Chief Executive, Margy Osmond, said “The Opal card has been a stunning success. It has completely revolutionised the experience of catching public transport for locals. Its full potential to improve the transport experience for visitors is, however, yet to be realised.
“The old system was based around ten trips per week – one for getting to and from work each day – but the TravelTen also presented an easy-to-grasp product for visitors. By contrast, the Opal card is encouraging people to use public transport outside of these ten trips, to get around on the weekend, to go to the shops, and to travel to meetings. It is not currently very easy for non-residents to buy or understand.

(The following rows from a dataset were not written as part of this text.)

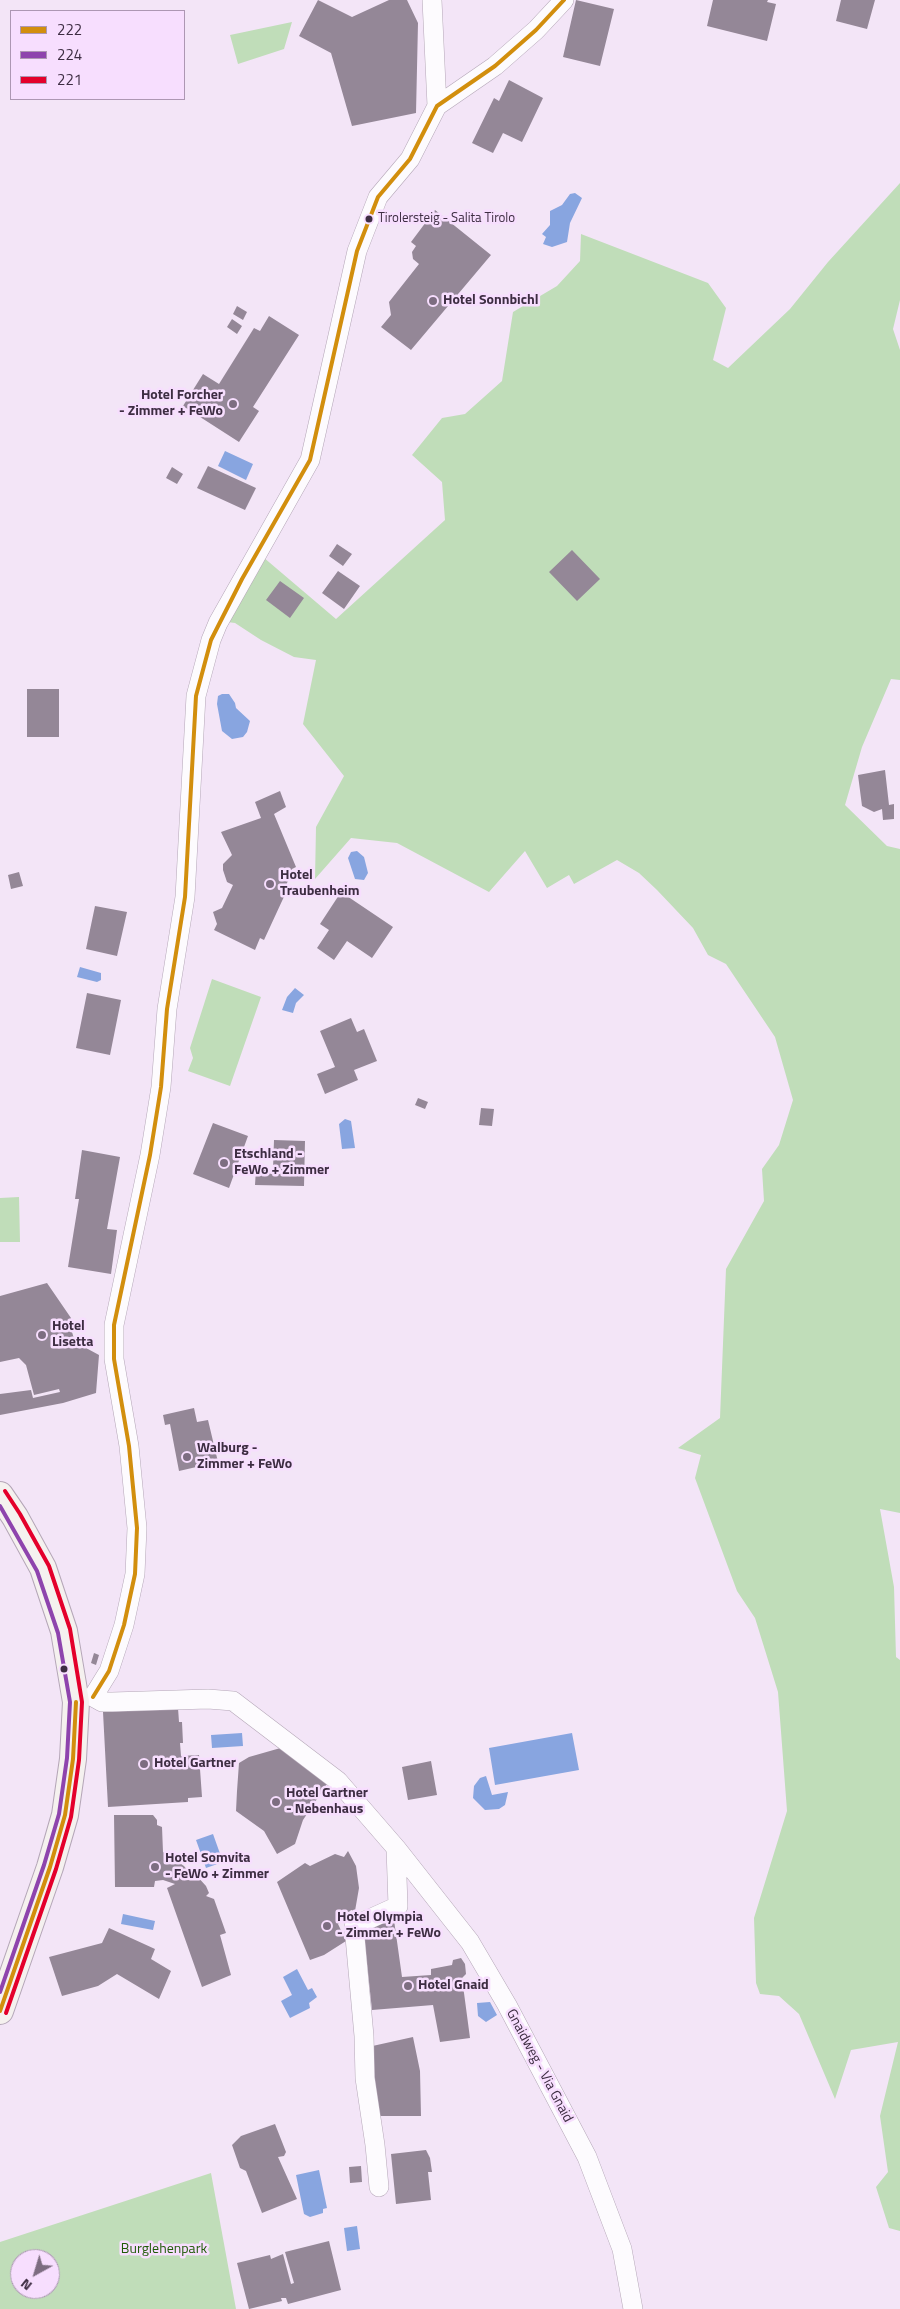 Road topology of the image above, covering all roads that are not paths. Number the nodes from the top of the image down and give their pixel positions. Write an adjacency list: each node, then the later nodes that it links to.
1 (432, 0): 3 (street)
2 (564, 0): 3 (street)
3 (437, 106): 5 (street)
4 (0, 1495): 5 (street)
5 (85, 1699): 6 (street, Gnaidweg - Via Gnaid); 7 (street)
6 (396, 1848): 8 (street); 9 (street, Gnaidweg - Via Gnaid)
7 (0, 2011)
8 (379, 2187)
9 (634, 2309) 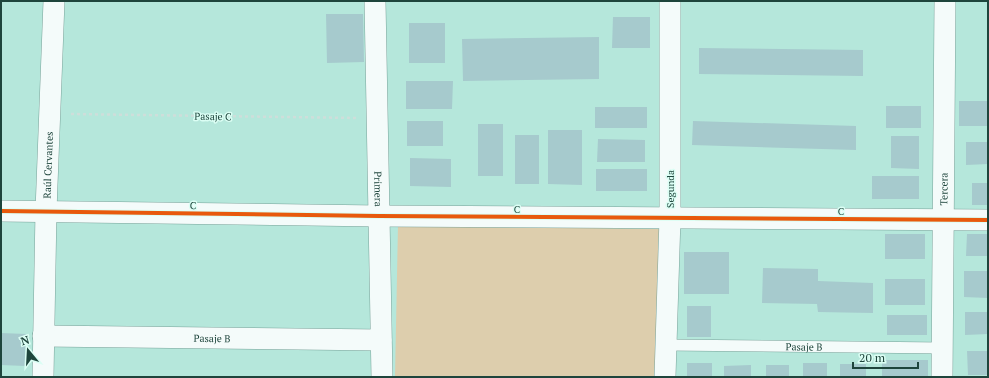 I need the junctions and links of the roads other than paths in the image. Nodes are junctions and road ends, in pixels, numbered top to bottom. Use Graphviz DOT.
graph roads {
  1 [pos="54,1"];
  2 [pos="375,1"];
  3 [pos="670,1"];
  4 [pos="945,1"];
  5 [pos="1,211"];
  6 [pos="46,211"];
  7 [pos="379,216"];
  8 [pos="670,218"];
  9 [pos="943,220"];
  10 [pos="988,220"];
  11 [pos="43,336"];
  12 [pos="381,340"];
  13 [pos="666,345"];
  14 [pos="943,348"];
  15 [pos="43,377"];
  16 [pos="382,377"];
  17 [pos="665,377"];
  18 [pos="942,377"];
  1 -- 6 [label="street, Raúl Cervantes"];
  2 -- 7 [label="street, Primera"];
  3 -- 8 [label="street, Segunda"];
  4 -- 9 [label="street, Tercera"];
  5 -- 6 [label="street, C"];
  6 -- 7 [label="street, C"];
  6 -- 11 [label="street, Raúl Cervantes"];
  7 -- 8 [label="street, C"];
  7 -- 12 [label="street, Primera"];
  8 -- 9 [label="street, C"];
  8 -- 13 [label="street, Segunda"];
  9 -- 10 [label="street, C"];
  9 -- 14 [label="street, Tercera"];
  11 -- 12 [label="street, Pasaje B"];
  11 -- 15 [label="street, Raúl Cervantes"];
  12 -- 16 [label="street, Primera"];
  13 -- 14 [label="lane, Pasaje B"];
  13 -- 17 [label="street, Segunda"];
  14 -- 18 [label="street, Tercera"];
} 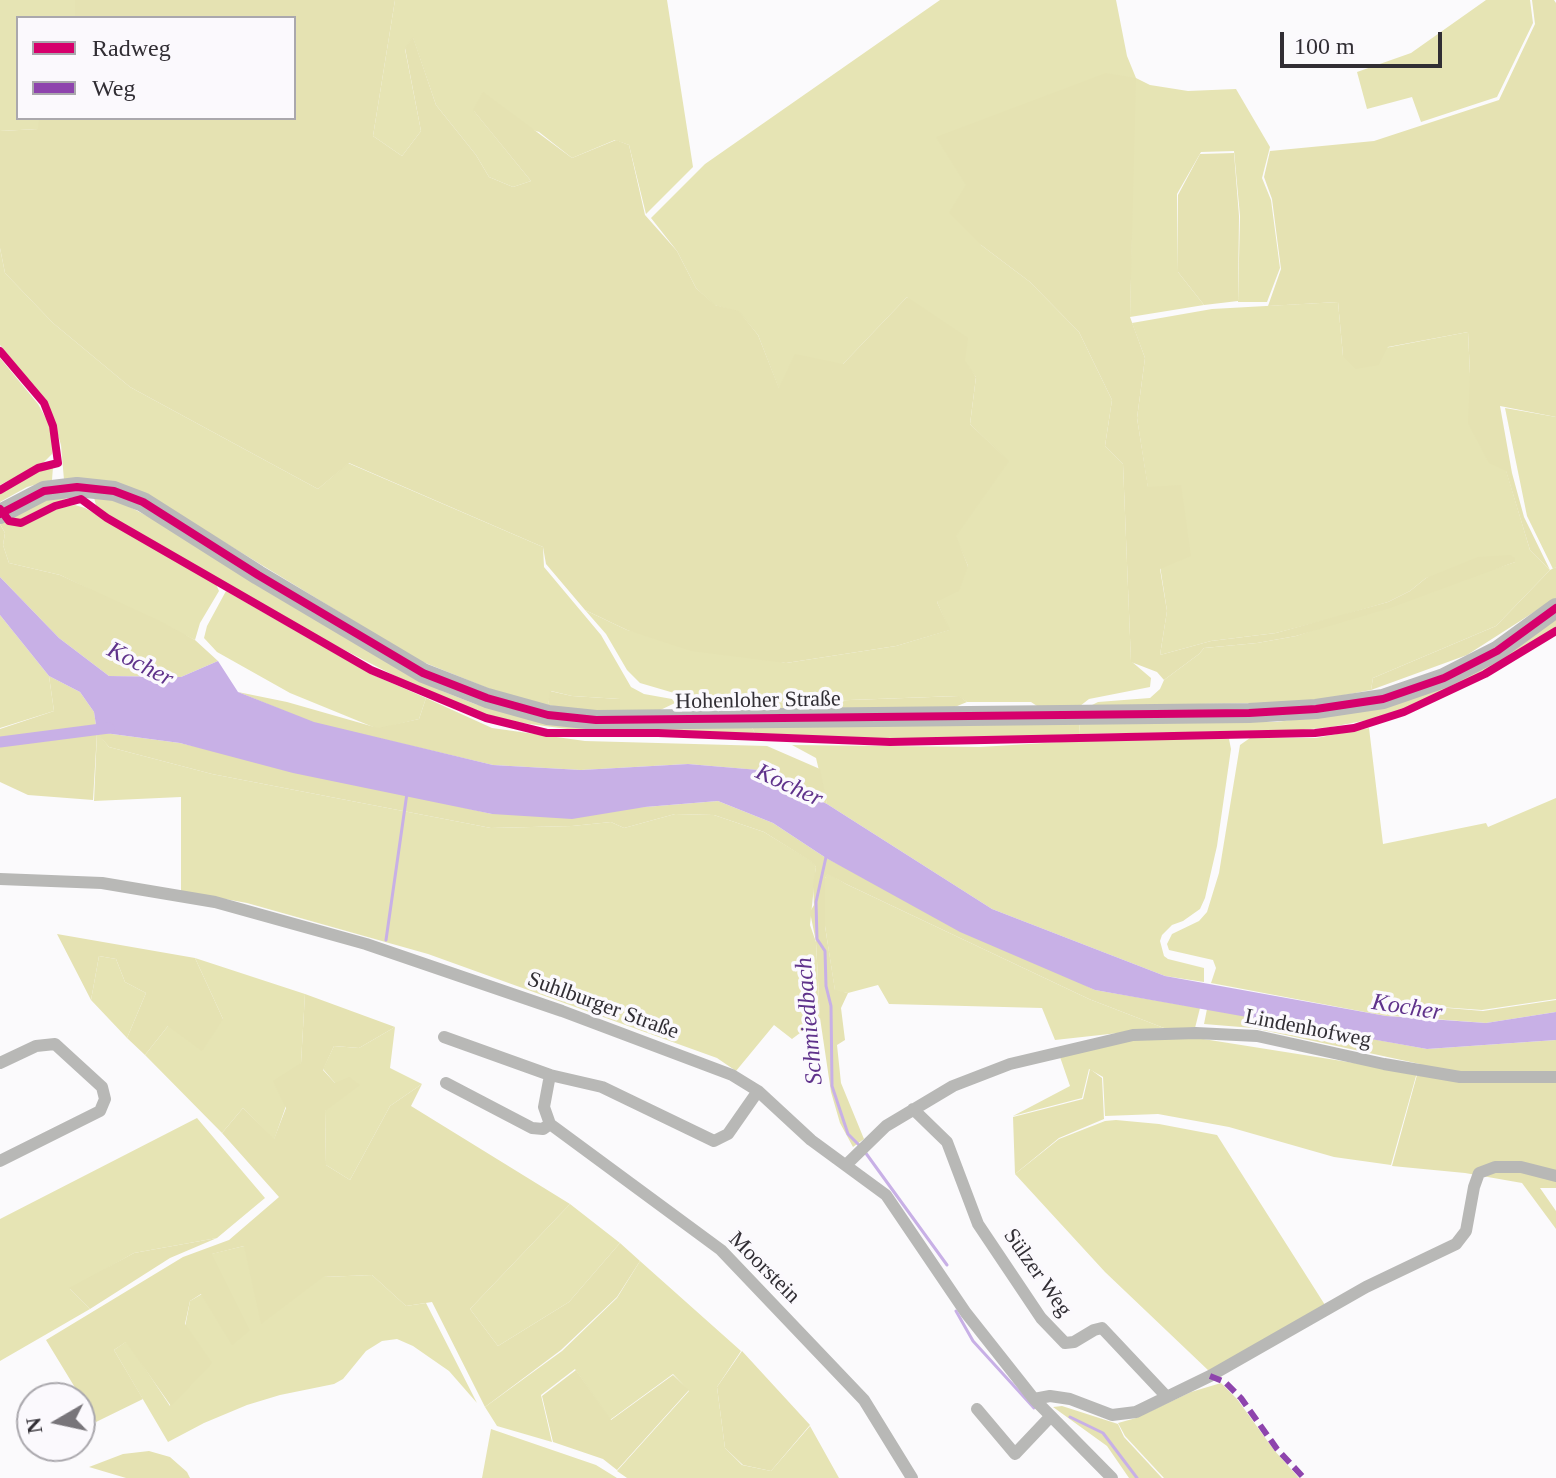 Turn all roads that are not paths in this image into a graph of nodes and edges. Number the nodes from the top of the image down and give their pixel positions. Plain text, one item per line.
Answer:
1 (3, 511) edge
2 (1556, 608) edge
3 (0, 879) edge
4 (444, 1037) dead end
5 (0, 1063) edge
6 (550, 1075) junction
7 (1556, 1077) edge
8 (446, 1083) dead end
9 (758, 1091) junction
10 (913, 1109) junction
11 (550, 1124) junction
12 (0, 1161) edge
13 (846, 1165) junction
14 (1556, 1176) edge
15 (1167, 1397) junction
16 (1034, 1399) junction
17 (977, 1409) dead end
18 (1051, 1416) junction
19 (912, 1478) edge
20 (1112, 1478) edge

1 - 2 main road, Hohenloher Straße
3 - 9 street, Suhlburger Straße
4 - 6 street
5 - 12 street
6 - 9 street
6 - 11 street
7 - 10 street, Lindenhofweg
8 - 11 street, Moorstein
9 - 13 street, Suhlburger Straße
10 - 13 street, Lindenhofweg
10 - 15 street, Sülzer Weg
11 - 19 street, Moorstein
13 - 16 street, Suhlburger Straße
14 - 15 street
15 - 16 street
16 - 18 street, Suhlburger Straße
17 - 18 street
18 - 20 street, Suhlburger Straße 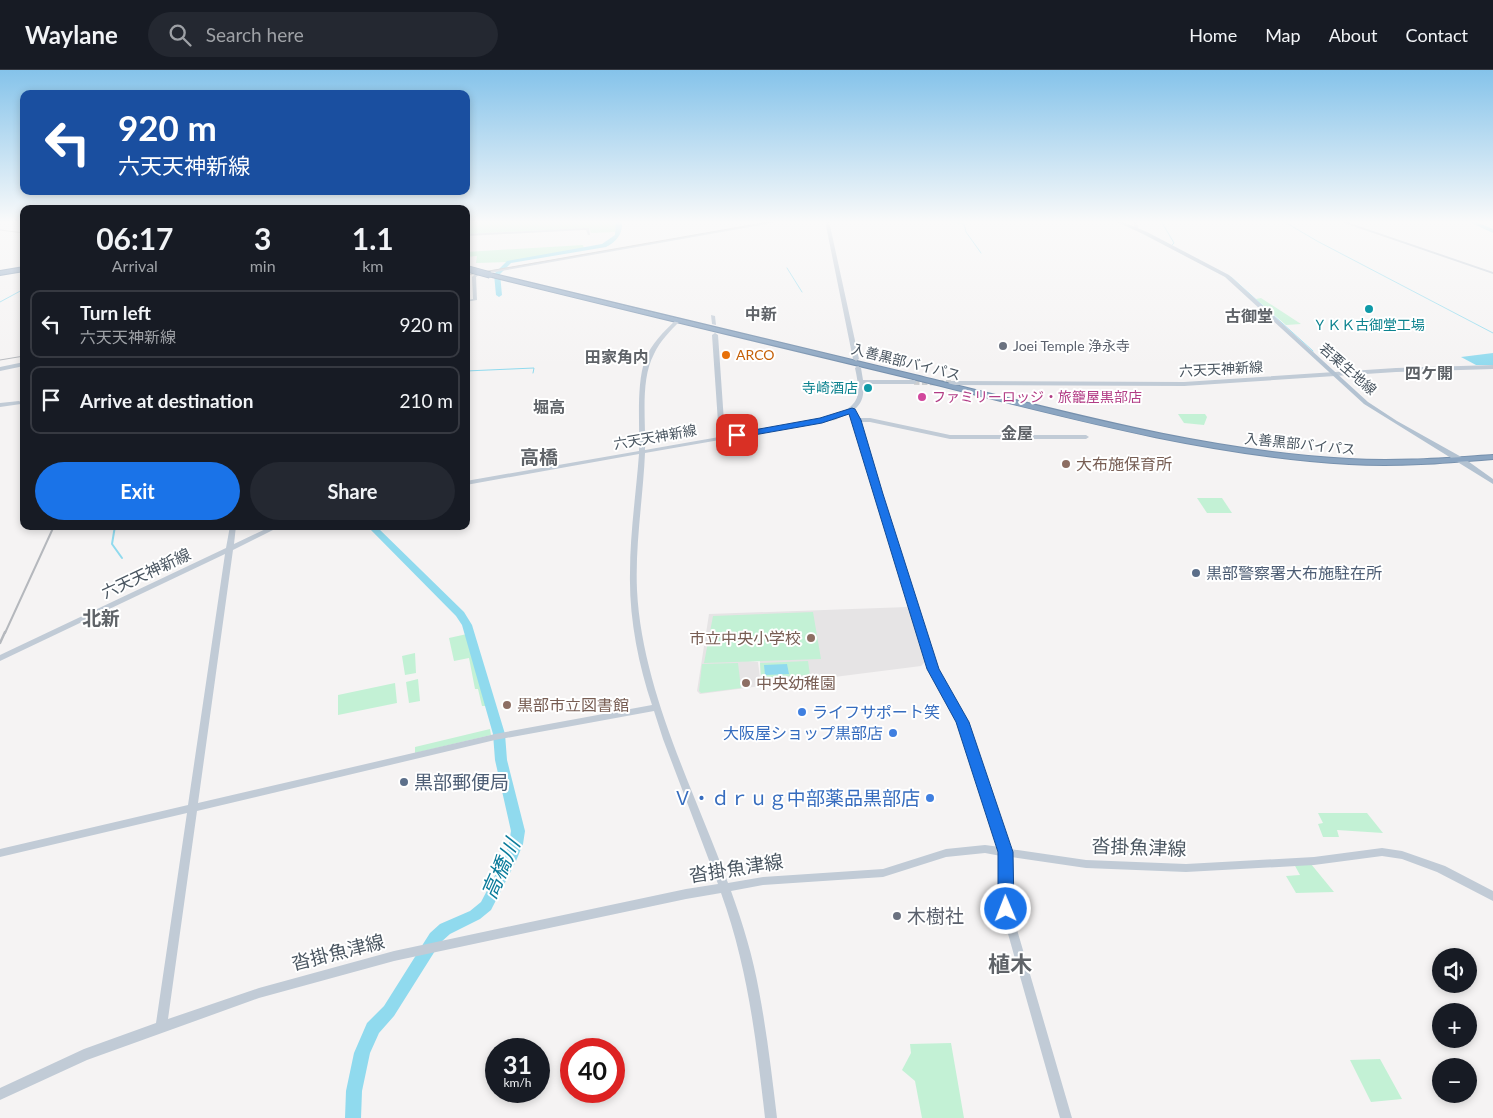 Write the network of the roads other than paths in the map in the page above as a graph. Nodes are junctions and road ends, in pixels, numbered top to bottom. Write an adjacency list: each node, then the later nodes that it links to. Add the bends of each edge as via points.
1 (20, 270): 6 (highway)
2 (470, 270): 9 (highway, 入善黒部バイパス, bridge)
3 (501, 270): 7 (street, via 474,276 475,300)
4 (837, 270): 12 (street)
5 (1215, 270): 17 (main road, 若栗生地線, via 1227,276)
6 (0, 274)
7 (470, 300)
8 (713, 316): 10 (street)
9 (678, 320): 27 (street, via 655,347 645,371); 29 (highway, 入善黒部バイパス, via 1216,447 1334,461)
10 (714, 324)
11 (715, 335): 26 (street)
12 (856, 359)
13 (20, 365): 16 (street)
14 (1493, 367): 17 (street, 六天天神新線)
15 (858, 368): 18 (street)
16 (0, 369)
17 (1333, 374): 20 (street, 六天天神新線, via 1184,384); 29 (main road, 若栗生地線, via 1366,403)
18 (861, 382): 19 (street); 23 (street, via 860,399)
19 (914, 382)
20 (951, 383)
21 (19, 403): 22 (street)
22 (0, 405)
23 (852, 410): 24 (street); 26 (street, 六天天神新線, via 835,418)
24 (857, 420): 25 (street, via 950,437); 38 (street, via 933,669 962,722)
25 (1086, 437)
26 (722, 438): 27 (street, 六天天神新線)
27 (642, 452): 30 (street, 六天天神新線); 36 (street, via 633,585 642,653)
28 (1493, 457): 29 (highway, 入善黒部バイパス)
29 (1462, 461): 31 (main road, 若栗生地線)
30 (470, 482)
31 (1493, 482)
32 (232, 530): 34 (street)
33 (270, 530): 34 (street, 六天天神新線)
34 (229, 549): 35 (street, 六天天神新線); 37 (street)
35 (0, 658)
36 (656, 707): 37 (street, via 495,737); 40 (street)
37 (192, 809): 39 (street); 42 (street)
38 (1006, 852): 40 (street, 沓掛魚津線, via 985,849 946,853 883,872 802,877); 41 (street, 沓掛魚津線, via 1086,864 1186,868 1314,861 1382,852 1402,855 1441,869); 45 (street, via 1006,909)
39 (0, 853)
40 (725, 888): 42 (street, 沓掛魚津線, via 394,956 295,982); 44 (street, via 746,958 760,1029)
41 (1493, 896)
42 (161, 1026): 43 (street, 沓掛魚津線, via 84,1055)
43 (0, 1094)
44 (771, 1118)
45 (1066, 1118) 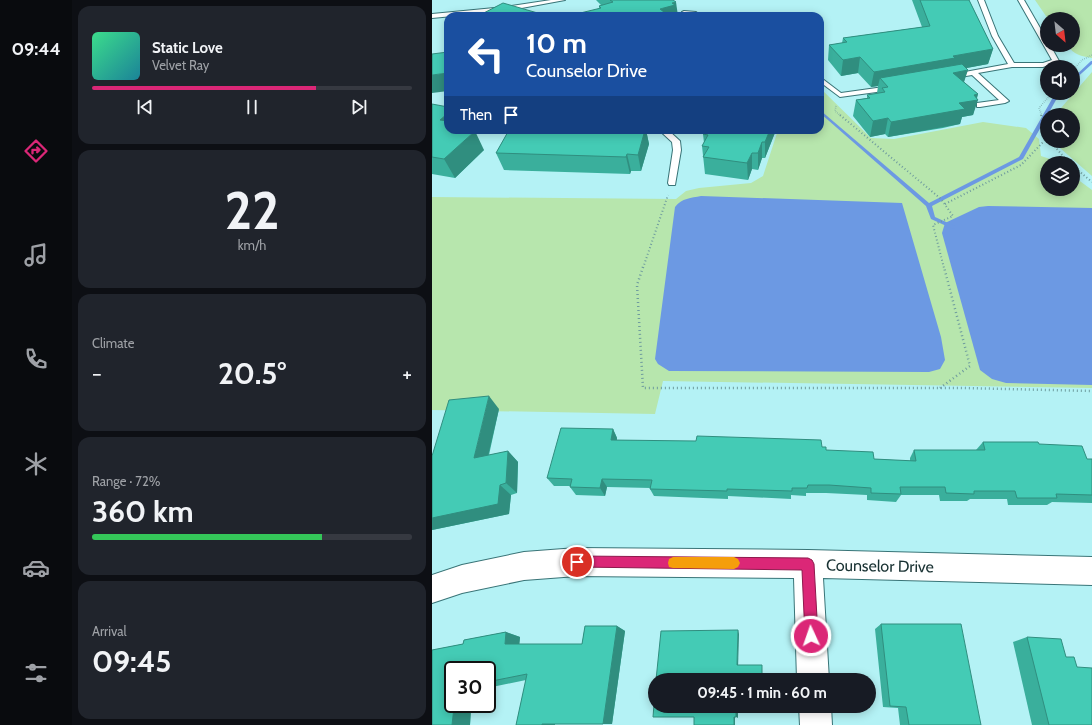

“A Visitor Opal could offer different and unique products tailored to the needs of visitors – for example, unlimited travel across the network for set periods of time. One, three or five day unlimited passes would encourage visitors to see more of Sydney and spread the benefit of their visit right across our city.
“However, as a first step, the Opal card should be available for both public and private ferry services in order to enhance the offering of an Opal visitor product and encourage a fair, competitive environment.”
“A more sophisticated system of integrated ticketing should also be considered. Visitors should be able to purchase tickets to major attractions using their Visitor Opal card and receive additional benefits like the discounts offered through Melbourne’s myki card. Simplifying access to these attractions would make life easier for visitors and bring NSW up to worlds-best practice.
“Specific Opal products for business events like conventions or exhibitions should also be introduced. The availability of unlimited transport for the duration of an event would significantly improve Sydney’s offering in what is a very competitive international market.
“This type of temporary, event-specific travel card is already under consideration in Queensland, where a G20 GoCard was distributed to attendees and media delegates to facilitate their stay and promote the event.”